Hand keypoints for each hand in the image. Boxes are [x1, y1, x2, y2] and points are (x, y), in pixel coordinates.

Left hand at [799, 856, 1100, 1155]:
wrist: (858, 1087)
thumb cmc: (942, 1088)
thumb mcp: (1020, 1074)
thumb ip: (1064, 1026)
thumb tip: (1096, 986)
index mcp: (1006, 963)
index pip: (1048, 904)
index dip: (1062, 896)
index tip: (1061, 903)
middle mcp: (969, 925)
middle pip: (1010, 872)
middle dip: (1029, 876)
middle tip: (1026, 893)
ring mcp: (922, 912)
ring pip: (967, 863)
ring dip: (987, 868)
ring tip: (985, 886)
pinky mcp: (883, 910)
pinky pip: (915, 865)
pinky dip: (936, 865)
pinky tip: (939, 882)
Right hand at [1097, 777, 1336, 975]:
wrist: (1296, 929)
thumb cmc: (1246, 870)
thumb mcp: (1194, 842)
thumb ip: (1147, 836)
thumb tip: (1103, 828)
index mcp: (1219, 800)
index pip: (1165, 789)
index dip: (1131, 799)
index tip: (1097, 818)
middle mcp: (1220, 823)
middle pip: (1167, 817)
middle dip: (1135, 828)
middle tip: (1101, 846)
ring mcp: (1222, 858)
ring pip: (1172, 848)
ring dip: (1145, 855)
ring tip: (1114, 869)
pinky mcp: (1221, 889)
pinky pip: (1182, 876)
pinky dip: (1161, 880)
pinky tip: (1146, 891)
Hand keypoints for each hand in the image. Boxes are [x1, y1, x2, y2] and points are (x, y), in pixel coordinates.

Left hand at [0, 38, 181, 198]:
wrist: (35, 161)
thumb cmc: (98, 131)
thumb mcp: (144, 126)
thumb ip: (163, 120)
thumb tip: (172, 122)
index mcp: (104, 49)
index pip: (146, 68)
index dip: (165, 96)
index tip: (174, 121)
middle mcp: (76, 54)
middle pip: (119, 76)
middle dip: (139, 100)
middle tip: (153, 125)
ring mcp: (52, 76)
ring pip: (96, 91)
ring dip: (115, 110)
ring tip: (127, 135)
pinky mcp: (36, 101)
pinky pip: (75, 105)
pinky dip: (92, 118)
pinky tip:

### PROBLEM TO SOLVE
Copy the data above. Keep each line exact.

### RESULT FOR THIS EXERCISE
Hand keypoints for each hand in the image. Boxes are [x1, y1, x2, y2] and points are (x, y), in pixel coordinates.

Left hand at [799, 856, 1100, 1155]:
wrist: (858, 1087)
thumb cmc: (942, 1088)
thumb mcp: (1020, 1074)
thumb ip: (1064, 1026)
thumb tip: (1096, 986)
index mcp: (1006, 963)
index pip: (1048, 904)
index dip: (1062, 896)
index tip: (1061, 903)
middle mcp: (969, 925)
middle pip: (1010, 872)
middle dip: (1029, 876)
middle tip: (1026, 893)
ring mcp: (922, 912)
ring pip: (967, 863)
ring dip: (987, 868)
ring tip: (985, 886)
pinky mcp: (883, 910)
pinky pip: (915, 865)
pinky dip: (936, 865)
pinky tip: (939, 882)
Right hand at [1097, 777, 1336, 975]:
wrist: (1296, 929)
thumb cmc: (1246, 870)
thumb mcp: (1194, 842)
thumb ip: (1147, 836)
thumb tip: (1103, 828)
index mcp: (1219, 800)
index pip: (1165, 789)
index dip: (1131, 799)
index tip: (1097, 818)
middle mcp: (1220, 823)
middle pip: (1167, 817)
middle dip: (1135, 828)
middle tip: (1101, 846)
ring mcp: (1222, 858)
ring pip: (1172, 848)
ring dip: (1145, 855)
ring tip: (1114, 869)
pinky mcp: (1221, 889)
pinky pip: (1182, 876)
pinky dip: (1161, 880)
pinky tip: (1146, 891)
Hand keypoints for each hand in the image. Boxes are [x1, y1, x2, y2] and points are (x, y), in pixel coordinates.

Left hand at [0, 38, 181, 198]:
wrist: (35, 161)
thumb cmc: (98, 131)
thumb mcp: (144, 126)
thumb ip: (163, 120)
thumb tip: (172, 122)
index mcp: (104, 49)
index pip: (146, 68)
index dip: (165, 96)
index tip: (174, 121)
middle mcp: (76, 54)
middle pip: (119, 76)
middle dip: (139, 100)
middle tip: (153, 125)
ring mcp: (52, 76)
ring pip: (96, 91)
ring dip: (115, 110)
ring tip: (127, 135)
pinky mcp: (36, 101)
pinky pip: (75, 105)
pinky dip: (92, 118)
pinky tip:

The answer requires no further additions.